My fascination with China began with a conversation. I was traveling back to Chicago from attending a wedding in France in the summer of 2017 when I accompanied an old college acquaintance. Throughout our journey home, he talked about how his parents struggled to move to the United States and how hard they worked in their white collared jobs (while facing prejudice in the workplace – go figure, California) to give their children a life they did not have growing up in China. Most of my Chinese-American friends echo the same story. During the late 1950s and early 1960s, a few bad policies and natural disasters led to one of the worst famines in Chinese history. The most conservative of estimates state that at least 15 million Chinese died of starvation (some scholars estimate double that number). Imagine. My father was born in 1960, which means my grandparents would have endured the famine. Imagine what that does to the psyche of a village reliant on agriculture, and how that destroys the social fabric of community. I know personally if my grandparents were starving, I would work damn hard to make sure I would not have to endure the same misfortune. This sort of reasoning has helped me in my mind explain why the Chinese seem so hungry to exceed economically.

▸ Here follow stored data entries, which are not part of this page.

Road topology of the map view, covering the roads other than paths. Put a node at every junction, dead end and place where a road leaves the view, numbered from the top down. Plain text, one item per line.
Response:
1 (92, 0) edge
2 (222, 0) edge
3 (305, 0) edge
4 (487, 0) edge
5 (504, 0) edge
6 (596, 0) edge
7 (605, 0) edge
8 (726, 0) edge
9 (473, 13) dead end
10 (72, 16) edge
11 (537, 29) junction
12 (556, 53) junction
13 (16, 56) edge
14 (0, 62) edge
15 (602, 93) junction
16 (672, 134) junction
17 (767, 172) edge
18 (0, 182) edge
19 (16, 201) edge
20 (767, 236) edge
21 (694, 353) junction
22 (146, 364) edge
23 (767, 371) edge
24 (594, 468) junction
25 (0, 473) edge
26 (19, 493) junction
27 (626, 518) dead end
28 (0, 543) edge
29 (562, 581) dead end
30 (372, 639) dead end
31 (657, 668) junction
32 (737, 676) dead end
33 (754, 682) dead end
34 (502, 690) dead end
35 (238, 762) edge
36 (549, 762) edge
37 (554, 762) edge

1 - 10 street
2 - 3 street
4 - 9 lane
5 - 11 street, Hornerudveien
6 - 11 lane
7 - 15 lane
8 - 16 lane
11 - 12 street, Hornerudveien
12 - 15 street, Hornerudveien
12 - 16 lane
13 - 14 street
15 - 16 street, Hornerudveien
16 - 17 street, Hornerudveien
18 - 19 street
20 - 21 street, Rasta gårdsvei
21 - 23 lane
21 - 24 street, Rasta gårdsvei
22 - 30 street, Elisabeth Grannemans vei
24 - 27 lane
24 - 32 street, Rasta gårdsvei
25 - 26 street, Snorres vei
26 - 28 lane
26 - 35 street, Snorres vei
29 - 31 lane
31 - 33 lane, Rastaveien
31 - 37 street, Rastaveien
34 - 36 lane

My friend explained to me how much the economy back in China exploded since his parents moved to the United States. Now, with an MBA from the best business school in America, he and his colleagues were looking for opportunities… in China. I was mind-blown. Is the economy really as outstanding there as he says?
Yes. Yes, it is. One look around Shanghai and you realize you have stepped into the future. This city is booming. Finance, manufacturing, free-trade, tourism. This city is hitting every major aspect of China’s complex growing economy. The Chinese now purchase nearly 50% of global luxurious goods (think Chanel, Prada, Rolex, etc.), and they are the largest consumers of wine in the world. Communism? It sure doesn’t fit that image when you are strolling along the Bund or through People’s Square.
What I am learning is that the global economic future could very well be Asian, and cities like Shanghai are leading the way. And when the Chinese GDP annual growth is three times that of the United States at 6.6%, with 85% of Chinese believing next year will be financially better, it is difficult for anyone not to believe the sky (like the Shanghai Tower, which is the second largest building in the world) is the limit.